======== RECORD EXTRACTS ========
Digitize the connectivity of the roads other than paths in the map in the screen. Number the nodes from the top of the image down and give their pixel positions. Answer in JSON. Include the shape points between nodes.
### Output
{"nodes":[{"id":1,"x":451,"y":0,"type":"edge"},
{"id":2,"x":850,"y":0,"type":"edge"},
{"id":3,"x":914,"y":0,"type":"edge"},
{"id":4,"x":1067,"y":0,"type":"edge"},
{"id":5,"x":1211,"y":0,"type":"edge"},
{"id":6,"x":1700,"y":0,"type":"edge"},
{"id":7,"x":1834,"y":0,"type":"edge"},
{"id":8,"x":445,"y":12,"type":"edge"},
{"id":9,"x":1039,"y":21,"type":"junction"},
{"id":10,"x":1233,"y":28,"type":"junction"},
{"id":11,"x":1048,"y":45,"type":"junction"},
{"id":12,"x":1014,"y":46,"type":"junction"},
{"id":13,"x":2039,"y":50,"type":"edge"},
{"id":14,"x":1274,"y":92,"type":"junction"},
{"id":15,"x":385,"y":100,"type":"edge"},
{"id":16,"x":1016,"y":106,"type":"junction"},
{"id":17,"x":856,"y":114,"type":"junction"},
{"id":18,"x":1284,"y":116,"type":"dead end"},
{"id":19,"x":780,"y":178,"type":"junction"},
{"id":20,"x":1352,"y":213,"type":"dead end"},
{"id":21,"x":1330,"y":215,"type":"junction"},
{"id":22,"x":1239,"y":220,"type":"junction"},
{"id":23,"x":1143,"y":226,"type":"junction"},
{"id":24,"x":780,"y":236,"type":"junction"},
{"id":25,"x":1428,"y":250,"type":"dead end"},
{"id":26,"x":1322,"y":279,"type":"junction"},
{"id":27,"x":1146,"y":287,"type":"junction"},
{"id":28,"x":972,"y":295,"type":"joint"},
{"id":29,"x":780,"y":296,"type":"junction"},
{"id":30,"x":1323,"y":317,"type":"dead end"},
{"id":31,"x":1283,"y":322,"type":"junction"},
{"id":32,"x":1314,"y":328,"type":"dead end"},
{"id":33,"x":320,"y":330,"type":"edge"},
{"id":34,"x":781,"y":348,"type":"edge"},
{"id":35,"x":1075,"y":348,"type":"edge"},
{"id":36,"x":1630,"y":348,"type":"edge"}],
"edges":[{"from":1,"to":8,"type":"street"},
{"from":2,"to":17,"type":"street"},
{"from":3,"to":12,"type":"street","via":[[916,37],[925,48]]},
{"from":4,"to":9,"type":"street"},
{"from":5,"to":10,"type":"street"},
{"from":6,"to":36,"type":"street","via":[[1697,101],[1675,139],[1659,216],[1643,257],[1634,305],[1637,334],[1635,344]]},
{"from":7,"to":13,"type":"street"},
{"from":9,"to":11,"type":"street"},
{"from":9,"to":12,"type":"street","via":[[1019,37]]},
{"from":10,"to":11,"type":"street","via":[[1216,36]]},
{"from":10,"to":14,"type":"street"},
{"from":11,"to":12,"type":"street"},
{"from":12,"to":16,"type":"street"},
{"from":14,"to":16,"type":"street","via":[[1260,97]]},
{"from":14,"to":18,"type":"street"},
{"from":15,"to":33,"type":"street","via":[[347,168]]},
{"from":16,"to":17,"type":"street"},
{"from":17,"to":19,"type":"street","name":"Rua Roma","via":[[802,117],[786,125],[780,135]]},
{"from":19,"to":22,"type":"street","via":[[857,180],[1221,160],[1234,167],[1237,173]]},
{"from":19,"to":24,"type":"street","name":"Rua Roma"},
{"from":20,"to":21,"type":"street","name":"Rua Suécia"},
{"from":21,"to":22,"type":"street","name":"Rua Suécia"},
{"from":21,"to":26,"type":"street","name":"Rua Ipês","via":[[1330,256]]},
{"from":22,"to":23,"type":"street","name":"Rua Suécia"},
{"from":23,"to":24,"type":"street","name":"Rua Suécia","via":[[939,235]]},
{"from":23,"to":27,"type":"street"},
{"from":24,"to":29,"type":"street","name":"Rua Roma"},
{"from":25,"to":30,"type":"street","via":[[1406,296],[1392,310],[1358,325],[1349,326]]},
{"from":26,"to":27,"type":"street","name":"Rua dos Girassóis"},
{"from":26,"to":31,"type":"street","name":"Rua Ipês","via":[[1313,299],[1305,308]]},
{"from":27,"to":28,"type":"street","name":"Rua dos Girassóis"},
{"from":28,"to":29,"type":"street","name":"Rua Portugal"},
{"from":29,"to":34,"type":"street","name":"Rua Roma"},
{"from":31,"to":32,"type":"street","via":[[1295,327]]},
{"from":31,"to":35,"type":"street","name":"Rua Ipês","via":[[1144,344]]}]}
========
**WHAT YOU ARE ASKED TO DO**
Your answer should be the lines above that contain the word "nodes", copied out.

**EXERCISE RESPONSE**
Digitize the connectivity of the roads other than paths in the map in the screen. Number the nodes from the top of the image down and give their pixel positions. Answer in JSON. Include the shape points between nodes.
{"nodes":[{"id":1,"x":451,"y":0,"type":"edge"},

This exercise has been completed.